- Timothy Mahr

Background information
- Born: Timothy Mahr March 20, 1956 (age 70) Reedsburg, Wisconsin
- Genres: Wind Literature
- Occupations: Composer, Conductor, Clinician, Musician
- Years active: 1990–present
- Website: St. Olaf Biography

= Timothy Mahr =

Timothy Mahr (born March 20, 1956) is an American composer and conductor. He previously conducted the St. Olaf Band for 29 years before his retirement in 2023.

==Early life==
Mahr was born in Reedsburg, Wisconsin. He earned a Bachelor of Music degree in Theory and Composition in 1977 and a Bachelor of Arts degree in Music Education in 1978, both from St. Olaf College in Northfield, Minnesota. In 1983 he completed a Master's degree at the University of Iowa in Trombone Performance. He completed his doctorate Musical Arts in Instrumental Conducting in 1995, also at the University of Iowa.

==Professional work==
He is Past President of the North Central Division of the College Band Directors National Association (1999–2001) and has served on the board of directors of the National Band Association and the Minnesota Band Directors Association. Mahr remains active as a guest conductor and clinician, in demand as a guest composer/conductor on over 35 college and university campuses.

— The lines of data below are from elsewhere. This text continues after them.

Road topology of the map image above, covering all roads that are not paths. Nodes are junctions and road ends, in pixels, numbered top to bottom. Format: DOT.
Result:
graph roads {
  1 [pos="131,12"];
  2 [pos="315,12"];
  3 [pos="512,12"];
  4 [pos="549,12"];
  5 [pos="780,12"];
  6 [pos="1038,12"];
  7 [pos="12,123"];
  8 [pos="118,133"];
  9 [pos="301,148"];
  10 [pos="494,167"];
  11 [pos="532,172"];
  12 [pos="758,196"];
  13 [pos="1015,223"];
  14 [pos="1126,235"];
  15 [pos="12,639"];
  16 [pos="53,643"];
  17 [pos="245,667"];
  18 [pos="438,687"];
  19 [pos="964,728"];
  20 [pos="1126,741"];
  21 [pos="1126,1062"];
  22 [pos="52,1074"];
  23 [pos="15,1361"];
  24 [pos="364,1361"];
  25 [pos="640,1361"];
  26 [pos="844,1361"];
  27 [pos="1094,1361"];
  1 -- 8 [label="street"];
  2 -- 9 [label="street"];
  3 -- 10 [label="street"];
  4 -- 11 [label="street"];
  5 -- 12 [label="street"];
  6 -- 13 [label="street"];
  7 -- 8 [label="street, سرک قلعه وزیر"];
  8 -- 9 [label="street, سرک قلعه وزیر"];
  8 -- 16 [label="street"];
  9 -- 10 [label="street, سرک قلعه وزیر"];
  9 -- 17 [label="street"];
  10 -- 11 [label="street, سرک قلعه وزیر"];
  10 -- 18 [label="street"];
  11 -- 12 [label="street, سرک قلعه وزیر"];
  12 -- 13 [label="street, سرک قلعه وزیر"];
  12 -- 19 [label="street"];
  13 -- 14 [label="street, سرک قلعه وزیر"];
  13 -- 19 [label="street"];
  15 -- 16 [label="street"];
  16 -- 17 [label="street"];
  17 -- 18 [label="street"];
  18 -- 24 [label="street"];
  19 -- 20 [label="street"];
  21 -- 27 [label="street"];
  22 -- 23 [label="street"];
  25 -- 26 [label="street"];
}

Mahr's compositions have been performed by ensembles worldwide, and many have been published. The first recipient of a commission from the American Bandmasters Association Commissioning Project, Mahr continues to be commissioned by universities, colleges, high schools, state band associations and community groups nationally. Notable commissions include works for the Music Educators National Conference, the Kappa Kappa Psi/Tau Beta Sigma National Intercollegiate Band, the 50th anniversary of the American School Band Directors Association and the United States Air Force Band. He received the 1991 ABA/Ostwald Award for his work "The Soaring Hawk." Mahr was elected to membership in the American Bandmasters Associations in 1993.

Mahr conducted the Massachusetts All-State band at Symphony Hall in Boston (2000). This performance featured his outstanding original score, "Endurance," based on Shackleton's attempt to reach the South Pole.

In 2010, Mahr was a clinician for the 50th anniversary of the WELS National Band Festival in Onalaska, WI at Luther High School. He composed the piece "Tres Solas" (which has not been released yet) specifically for this event.

In 2023, he retired from his position as a professor of music at St. Olaf College and conductor of the St. Olaf Band.

==Accomplishments==
Mahr is perhaps best known for his compositions for concert band, including the highly descriptive tone poem "The Soaring Hawk" (1990), and "Endurance" (1991) (commissioned by the American Bandmasters Association Commissioning Project). His compositions are often performed by high school and university symphony bands and wind ensembles, but professional groups, such as the Minnesota Symphonic Winds and the United States Air Force Band also perform his works.

Mahr's perhaps most famous work, Dig Down Deep, Grade 3, has been performed and loved by many, including the St. Olaf Band. In January 2018, the St. Olaf Band performed this piece on a joint concert with an elementary summer band, and the performance was adored by all who came to listen.

==Family life==
He is married to Jill Mahr, music performer and educator, and they have two children, Jenna and Heron.